Task details:
Each entry must come back word for word; drop the images as you go.

Data shown:
☆ ☆ ☆ ☆ ☆
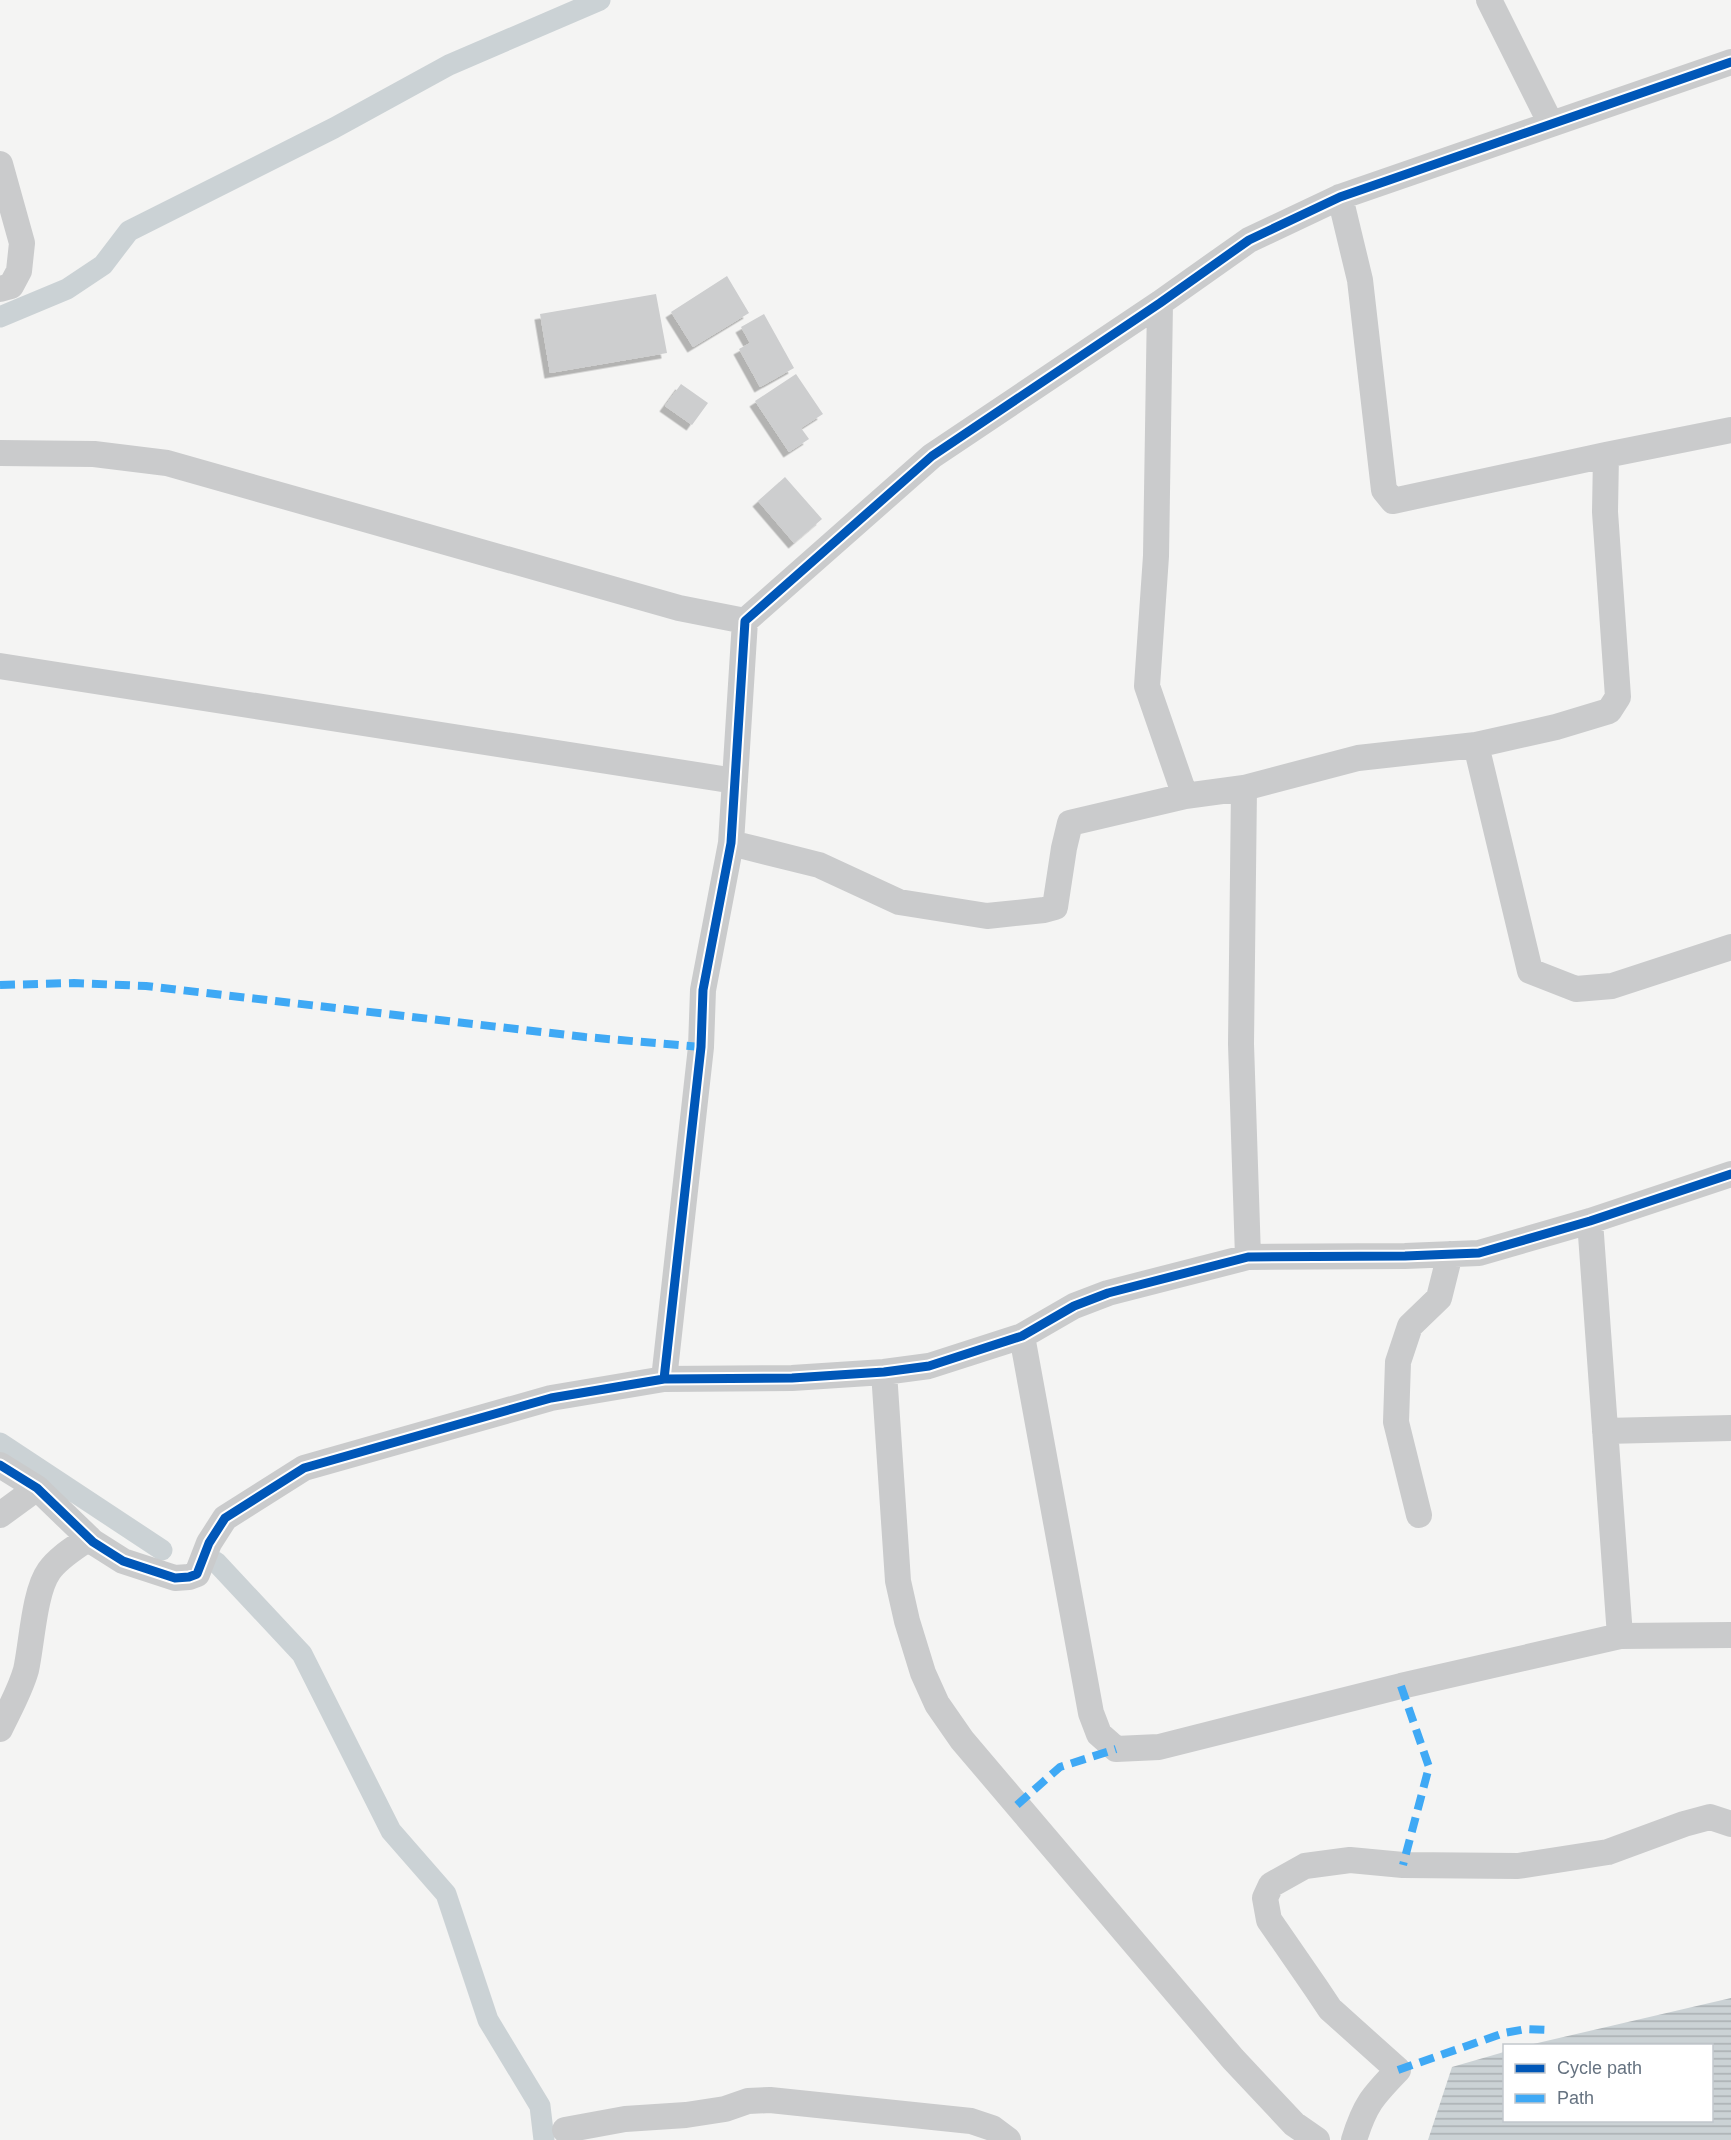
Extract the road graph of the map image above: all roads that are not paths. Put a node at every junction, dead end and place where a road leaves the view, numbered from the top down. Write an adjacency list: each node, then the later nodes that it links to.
1 (1489, 0): 3 (street)
2 (1731, 62): 3 (street)
3 (1551, 124): 5 (street)
4 (0, 164): 6 (street)
5 (1340, 197): 7 (street); 10 (street)
6 (0, 289)
7 (1160, 303): 11 (street); 16 (street)
8 (1731, 430): 10 (street)
9 (0, 453): 11 (street)
10 (1606, 455): 13 (street)
11 (744, 621): 14 (street)
12 (0, 666): 14 (street)
13 (1476, 745): 15 (street); 18 (street)
14 (735, 781): 17 (street)
15 (1244, 788): 16 (street); 22 (street)
16 (1185, 796): 17 (street)
17 (731, 843): 25 (street)
18 (1731, 947)
19 (1731, 1174): 20 (street)
20 (1590, 1221): 21 (street); 27 (street)
21 (1450, 1254): 22 (street); 31 (street)
22 (1248, 1257): 23 (street)
23 (1022, 1336): 24 (street); 34 (street)
24 (884, 1372): 25 (street); 39 (street)
25 (664, 1378): 32 (street)
26 (1731, 1428): 27 (street)
27 (1605, 1431): 34 (street)
28 (0, 1466): 29 (street)
29 (37, 1488): 30 (street); 32 (street)
30 (0, 1515)
31 (1419, 1515)
32 (89, 1538): 35 (street)
33 (1731, 1635): 34 (street)
34 (1620, 1636)
35 (0, 1729)
36 (1731, 1824): 40 (street)
37 (565, 2130): 38 (street)
38 (1008, 2140)
39 (1317, 2140)
40 (1354, 2140)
☆ ☆ ☆ ☆ ☆
Task result:
Extract the road graph of the map image above: all roads that are not paths. Put a node at every junction, dead end and place where a road leaves the view, numbered from the top down. Write an adjacency list: each node, then the later nodes that it links to.
1 (1489, 0): 3 (street)
2 (1731, 62): 3 (street)
3 (1551, 124): 5 (street)
4 (0, 164): 6 (street)
5 (1340, 197): 7 (street); 10 (street)
6 (0, 289)
7 (1160, 303): 11 (street); 16 (street)
8 (1731, 430): 10 (street)
9 (0, 453): 11 (street)
10 (1606, 455): 13 (street)
11 (744, 621): 14 (street)
12 (0, 666): 14 (street)
13 (1476, 745): 15 (street); 18 (street)
14 (735, 781): 17 (street)
15 (1244, 788): 16 (street); 22 (street)
16 (1185, 796): 17 (street)
17 (731, 843): 25 (street)
18 (1731, 947)
19 (1731, 1174): 20 (street)
20 (1590, 1221): 21 (street); 27 (street)
21 (1450, 1254): 22 (street); 31 (street)
22 (1248, 1257): 23 (street)
23 (1022, 1336): 24 (street); 34 (street)
24 (884, 1372): 25 (street); 39 (street)
25 (664, 1378): 32 (street)
26 (1731, 1428): 27 (street)
27 (1605, 1431): 34 (street)
28 (0, 1466): 29 (street)
29 (37, 1488): 30 (street); 32 (street)
30 (0, 1515)
31 (1419, 1515)
32 (89, 1538): 35 (street)
33 (1731, 1635): 34 (street)
34 (1620, 1636)
35 (0, 1729)
36 (1731, 1824): 40 (street)
37 (565, 2130): 38 (street)
38 (1008, 2140)
39 (1317, 2140)
40 (1354, 2140)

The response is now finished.